TASK
Which of the lines below hold "edges"? Please return each one.

Stored data

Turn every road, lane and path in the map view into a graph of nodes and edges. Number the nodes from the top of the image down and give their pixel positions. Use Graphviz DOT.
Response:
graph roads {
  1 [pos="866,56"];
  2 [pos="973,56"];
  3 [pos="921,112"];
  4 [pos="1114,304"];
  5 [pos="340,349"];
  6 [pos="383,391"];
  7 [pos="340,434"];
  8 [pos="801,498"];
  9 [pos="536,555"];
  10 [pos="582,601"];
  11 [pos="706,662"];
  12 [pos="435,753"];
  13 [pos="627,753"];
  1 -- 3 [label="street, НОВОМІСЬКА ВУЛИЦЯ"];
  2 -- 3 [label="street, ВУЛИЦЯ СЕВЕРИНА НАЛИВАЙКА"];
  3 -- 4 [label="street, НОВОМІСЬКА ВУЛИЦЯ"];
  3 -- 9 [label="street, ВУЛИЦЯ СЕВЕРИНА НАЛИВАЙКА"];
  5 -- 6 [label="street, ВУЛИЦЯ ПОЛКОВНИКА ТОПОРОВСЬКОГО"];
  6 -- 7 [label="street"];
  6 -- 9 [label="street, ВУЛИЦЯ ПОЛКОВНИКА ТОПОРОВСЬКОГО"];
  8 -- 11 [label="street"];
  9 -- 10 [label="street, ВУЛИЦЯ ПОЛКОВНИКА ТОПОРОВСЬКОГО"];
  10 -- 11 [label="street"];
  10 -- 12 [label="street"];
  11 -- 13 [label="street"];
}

* * *

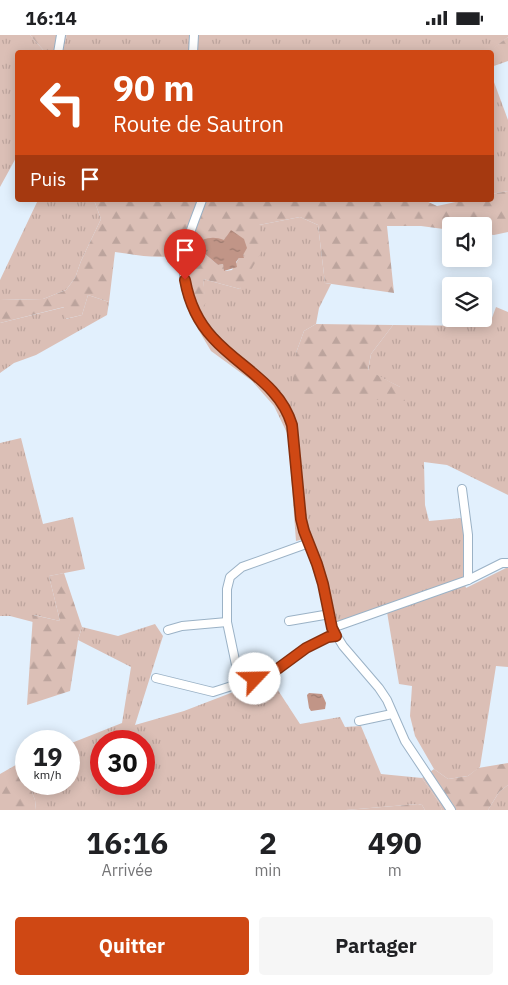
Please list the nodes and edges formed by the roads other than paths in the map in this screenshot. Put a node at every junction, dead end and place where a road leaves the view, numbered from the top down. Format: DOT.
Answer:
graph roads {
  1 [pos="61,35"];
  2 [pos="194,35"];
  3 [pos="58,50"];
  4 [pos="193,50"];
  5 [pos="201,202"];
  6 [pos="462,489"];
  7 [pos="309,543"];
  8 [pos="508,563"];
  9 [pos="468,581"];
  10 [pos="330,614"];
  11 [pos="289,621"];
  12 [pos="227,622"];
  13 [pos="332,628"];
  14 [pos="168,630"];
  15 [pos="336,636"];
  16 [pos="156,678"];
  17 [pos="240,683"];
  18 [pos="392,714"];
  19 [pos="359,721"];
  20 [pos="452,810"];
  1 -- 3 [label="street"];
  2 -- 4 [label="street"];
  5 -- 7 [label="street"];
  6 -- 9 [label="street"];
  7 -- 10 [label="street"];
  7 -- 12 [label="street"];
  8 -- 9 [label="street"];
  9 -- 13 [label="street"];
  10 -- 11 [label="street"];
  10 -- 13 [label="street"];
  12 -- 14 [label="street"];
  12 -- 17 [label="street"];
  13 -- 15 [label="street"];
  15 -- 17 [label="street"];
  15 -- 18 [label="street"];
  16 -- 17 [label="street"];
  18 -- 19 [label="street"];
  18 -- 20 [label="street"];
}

YOUR RESPONSE
Turn every road, lane and path in the map view into a graph of nodes and edges. Number the nodes from the top of the image down and give their pixel positions. Use Graphviz DOT.
Please list the nodes and edges formed by the roads other than paths in the map in this screenshot. Put a node at every junction, dead end and place where a road leaves the view, numbered from the top down. Format: DOT.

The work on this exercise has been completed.